*The problem:* For each line of the listing below that contains the string "fara", copy the line.

*Records supplied:*
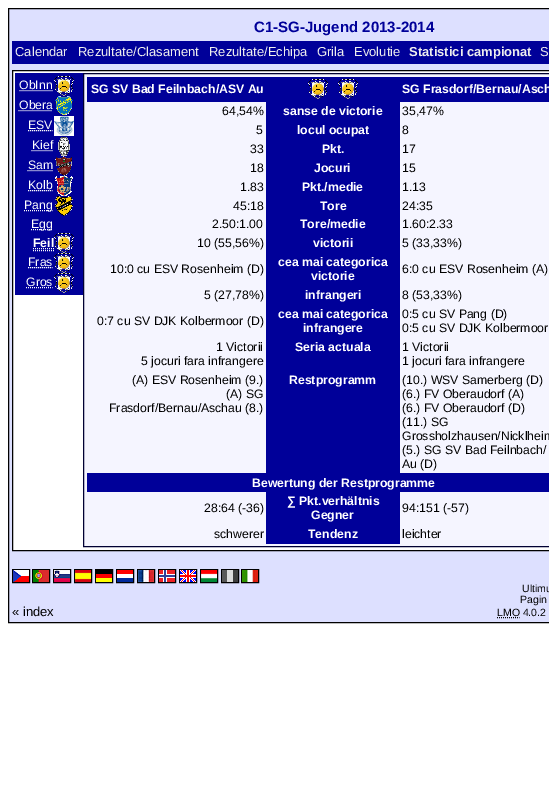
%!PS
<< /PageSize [549 802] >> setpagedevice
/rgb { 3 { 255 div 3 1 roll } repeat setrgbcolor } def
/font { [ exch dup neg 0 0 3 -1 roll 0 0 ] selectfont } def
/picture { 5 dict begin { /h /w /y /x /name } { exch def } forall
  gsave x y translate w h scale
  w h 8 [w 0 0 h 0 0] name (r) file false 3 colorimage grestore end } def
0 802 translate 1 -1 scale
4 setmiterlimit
255 255 255 rgb
0 0 549 802 rectfill
221 224 255 rgb
8.5 8.5 moveto 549.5 8.5 lineto 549.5 622.5 lineto 8.5 622.5 lineto closepath gsave fill grestore
0 0 0 rgb
stroke
0 0 153 rgb
12 41 537 23 rectfill
255 255 255 rgb
12.5 70.5 moveto 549.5 70.5 lineto 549.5 550.5 lineto 12.5 550.5 lineto closepath gsave fill grestore
0 0 0 rgb
stroke
0 0 153 rgb
15 73 68 222 rectfill
255 255 255 rgb
[1 1] 0 setdash
19.5 90.5 moveto 52.5 90.5 lineto stroke
(img/1.rgb) 54 76 20 20 picture
18.5 110.5 moveto 52.5 110.5 lineto stroke
(img/2.rgb) 55 96 18 19 picture
28 130.5 moveto 52.5 130.5 lineto stroke
(img/3.rgb) 54 116 20 20 picture
31.5 150.5 moveto 52.5 150.5 lineto stroke
(img/4.rgb) 58 137 12 19 picture
27.5 170.5 moveto 52.5 170.5 lineto stroke
(img/5.rgb) 55 156 17 20 picture
28 190.5 moveto 52.5 190.5 lineto stroke
(img/6.rgb) 55 176 18 20 picture
24 210.5 moveto 52.5 210.5 lineto stroke
(img/7.rgb) 55 196 18 20 picture
31 229.5 moveto 52.5 229.5 lineto stroke
33 250.5 moveto 54 250.5 lineto 33 248.5 moveto 54 248.5 lineto stroke
(img/1.rgb) 54 233 20 20 picture
28 267.5 moveto 52.5 267.5 lineto stroke
(img/1.rgb) 54 253 20 20 picture
26 287.5 moveto 52.5 287.5 lineto stroke
(img/1.rgb) 54 273 20 20 picture
245 245 255 rgb
83.5 73.5 moveto 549.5 73.5 lineto 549.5 546.5 lineto 83.5 546.5 lineto closepath gsave fill grestore
0 0 51 rgb
[] 0 setdash
stroke
0 0 153 rgb
87 77 462 25 rectfill
(img/1.rgb) 308 79 20 20 picture
(img/1.rgb) 338 79 20 20 picture
[
  [266 102 134 371 0 0 153]
  [87 473 462 19 0 0 153]
  [266 492 134 52 0 0 153]
] { aload pop rgb rectfill } forall
0 0 0 rgb
12.5 569.5 17 13 rectstroke
32.5 569.5 17 13 rectstroke
53.5 569.5 17 13 rectstroke
74.5 569.5 17 13 rectstroke
95.5 569.5 17 13 rectstroke
116.5 569.5 17 13 rectstroke
137.5 569.5 17 13 rectstroke
158.5 569.5 17 13 rectstroke
179.5 569.5 17 13 rectstroke
200.5 569.5 17 13 rectstroke
221.5 569.5 17 13 rectstroke
241.5 569.5 17 13 rectstroke
(img/8.rgb) 13 570 16 12 picture
(img/9.rgb) 33 570 16 12 picture
(img/10.rgb) 54 570 16 12 picture
(img/11.rgb) 75 570 16 12 picture
(img/12.rgb) 96 570 16 12 picture
(img/13.rgb) 117 570 16 12 picture
(img/14.rgb) 138 570 16 12 picture
(img/15.rgb) 159 570 16 12 picture
(img/16.rgb) 180 570 16 12 picture
(img/17.rgb) 201 570 16 12 picture
(img/18.rgb) 222 570 16 12 picture
(img/19.rgb) 242 570 16 12 picture
[1 1] 0 setdash
497 617.5 moveto 519.5 617.5 lineto stroke
/LiberationSans-Bold 15 font
0 0 153 rgb
254 32 moveto (C1-SG-Jugend 2013-2014) show
/LiberationSans-Regular 13 font
238 238 238 rgb
[
  [(Calendar) 15 56]
  [(Rezultate/Clasament) 78 56]
  [(Rezultate/Echipa) 209 56]
  [(Grila) 317 56]
  [(Evolutie) 354 56]
] { aload pop moveto show } forall
/LiberationSans-Bold 13 font
409 56 moveto (Statistici campionat) show
/LiberationSans-Regular 13 font
540 56 moveto (S) show
/LiberationSans-Regular 12.25 font
255 255 255 rgb
[
  [(ObInn) 19 89]
  [(Obera) 19 109]
  [(ESV) 28 129]
  [(Kief) 32 149]
  [(Sam) 28 169]
  [(Kolb) 28 189]
  [(Pang) 24 209]
  [(Egg) 31 228]
] { aload pop moveto show } forall
/LiberationSans-Bold 12.25 font
33 247 moveto (Feil) show
/LiberationSans-Regular 12.25 font
28 266 moveto (Fras) show
26 286 moveto (Gros) show
/LiberationSans-Bold 12.25 font
91 93 moveto (SG SV Bad Feilnbach/ASV Au) show
402 93 moveto (SG Frasdorf/Bernau/Asch) show
/LiberationSans-Regular 12.25 font
0 0 0 rgb
222 115 moveto (64,54%) show
/LiberationSans-Bold 12.25 font
255 255 255 rgb
283 115 moveto (sanse de victorie) show
/LiberationSans-Regular 12.25 font
0 0 0 rgb
402 115 moveto (35,47%) show
256 134 moveto (5) show
/LiberationSans-Bold 12.25 font
255 255 255 rgb
297 134 moveto (locul ocupat) show
/LiberationSans-Regular 12.25 font
0 0 0 rgb
402 134 moveto (8) show
250 153 moveto (33) show
/LiberationSans-Bold 12.25 font
255 255 255 rgb
322 153 moveto (Pkt.) show
/LiberationSans-Regular 12.25 font
0 0 0 rgb
402 153 moveto (17) show
250 172 moveto (18) show
/LiberationSans-Bold 12.25 font
255 255 255 rgb
314 172 moveto (Jocuri) show
/LiberationSans-Regular 12.25 font
0 0 0 rgb
402 172 moveto (15) show
240 191 moveto (1.83) show
/LiberationSans-Bold 12.25 font
255 255 255 rgb
302 191 moveto (Pkt./medie) show
/LiberationSans-Regular 12.25 font
0 0 0 rgb
402 191 moveto (1.13) show
233 210 moveto (45:18) show
/LiberationSans-Bold 12.25 font
255 255 255 rgb
320 210 moveto (Tore) show
/LiberationSans-Regular 12.25 font
0 0 0 rgb
402 210 moveto (24:35) show
212 228 moveto (2.50:1.00) show
/LiberationSans-Bold 12.25 font
255 255 255 rgb
300 228 moveto (Tore/medie) show
/LiberationSans-Regular 12.25 font
0 0 0 rgb
402 228 moveto (1.60:2.33) show
197 247 moveto (10 \(55,56%\)) show
/LiberationSans-Bold 12.25 font
255 255 255 rgb
313 247 moveto (victorii) show
/LiberationSans-Regular 12.25 font
0 0 0 rgb
402 247 moveto (5 \(33,33%\)) show
110 273 moveto (10:0 cu ESV Rosenheim \(D\)) show
/LiberationSans-Bold 12.25 font
255 255 255 rgb
278 266 moveto (cea mai categorica) show
311 280 moveto (victorie) show
/LiberationSans-Regular 12.25 font
0 0 0 rgb
402 273 moveto (6:0 cu ESV Rosenheim \(A\)) show
204 299 moveto (5 \(27,78%\)) show
/LiberationSans-Bold 12.25 font
255 255 255 rgb
305 299 moveto (infrangeri) show
/LiberationSans-Regular 12.25 font
0 0 0 rgb
402 299 moveto (8 \(53,33%\)) show
97 325 moveto (0:7 cu SV DJK Kolbermoor \(D\)) show
/LiberationSans-Bold 12.25 font
255 255 255 rgb
278 318 moveto (cea mai categorica) show
303 332 moveto (infrangere) show
/LiberationSans-Regular 12.25 font
0 0 0 rgb
[
  [(0:5 cu SV Pang \(D\)) 402 318]
  [(0:5 cu SV DJK Kolbermoor) 402 332]
  [(1 Victorii) 216 351]
  [(5 jocuri fara infrangere) 141 365]
] { aload pop moveto show } forall
/LiberationSans-Bold 12.25 font
255 255 255 rgb
295 351 moveto (Seria actuala) show
/LiberationSans-Regular 12.25 font
0 0 0 rgb
[
  [(1 Victorii) 402 351]
  [(1 jocuri fara infrangere) 402 365]
  [(\(A\) ESV Rosenheim \(9.\)) 132 384]
  [(\(A\) SG) 226 398]
  [(Frasdorf/Bernau/Aschau \(8.\)) 109 412]
] { aload pop moveto show } forall
/LiberationSans-Bold 12.25 font
255 255 255 rgb
289 384 moveto (Restprogramm) show
/LiberationSans-Regular 12.25 font
0 0 0 rgb
[
  [(\(10.\) WSV Samerberg \(D\)) 402 384]
  [(\(6.\) FV Oberaudorf \(A\)) 402 398]
  [(\(6.\) FV Oberaudorf \(D\)) 402 412]
  [(\(11.\) SG) 402 426]
  [(Grossholzhausen/Nicklheim) 402 440]
  [(\(5.\) SG SV Bad Feilnbach/) 402 454]
  [(Au \(D\)) 402 468]
] { aload pop moveto show } forall
/LiberationSans-Bold 12.25 font
255 255 255 rgb
252 487 moveto (Bewertung der Restprogramme) show
/LiberationSans-Regular 12.25 font
0 0 0 rgb
204 512 moveto (28:64 \(-36\)) show
/LiberationSans-Bold 12.25 font
255 255 255 rgb
287 505 moveto (∑ Pkt.verhältnis) show
311 519 moveto (Gegner) show
/LiberationSans-Regular 12.25 font
0 0 0 rgb
402 512 moveto (94:151 \(-57\)) show
214 538 moveto (schwerer) show
/LiberationSans-Bold 12.25 font
255 255 255 rgb
308 538 moveto (Tendenz) show
/LiberationSans-Regular 12.25 font
0 0 0 rgb
402 538 moveto (leichter) show
/LiberationSans-Regular 13 font
12 616 moveto (« index) show
/LiberationSans-Regular 10.5 font
[
  [(Ultimu) 522 592]
  [(Pagin) 520 603]
  [(LMO 4.0.2) 497 616]
] { aload pop moveto show } forall
showpage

*Task answer:*
  [(5 jocuri fara infrangere) 141 365]
  [(1 jocuri fara infrangere) 402 365]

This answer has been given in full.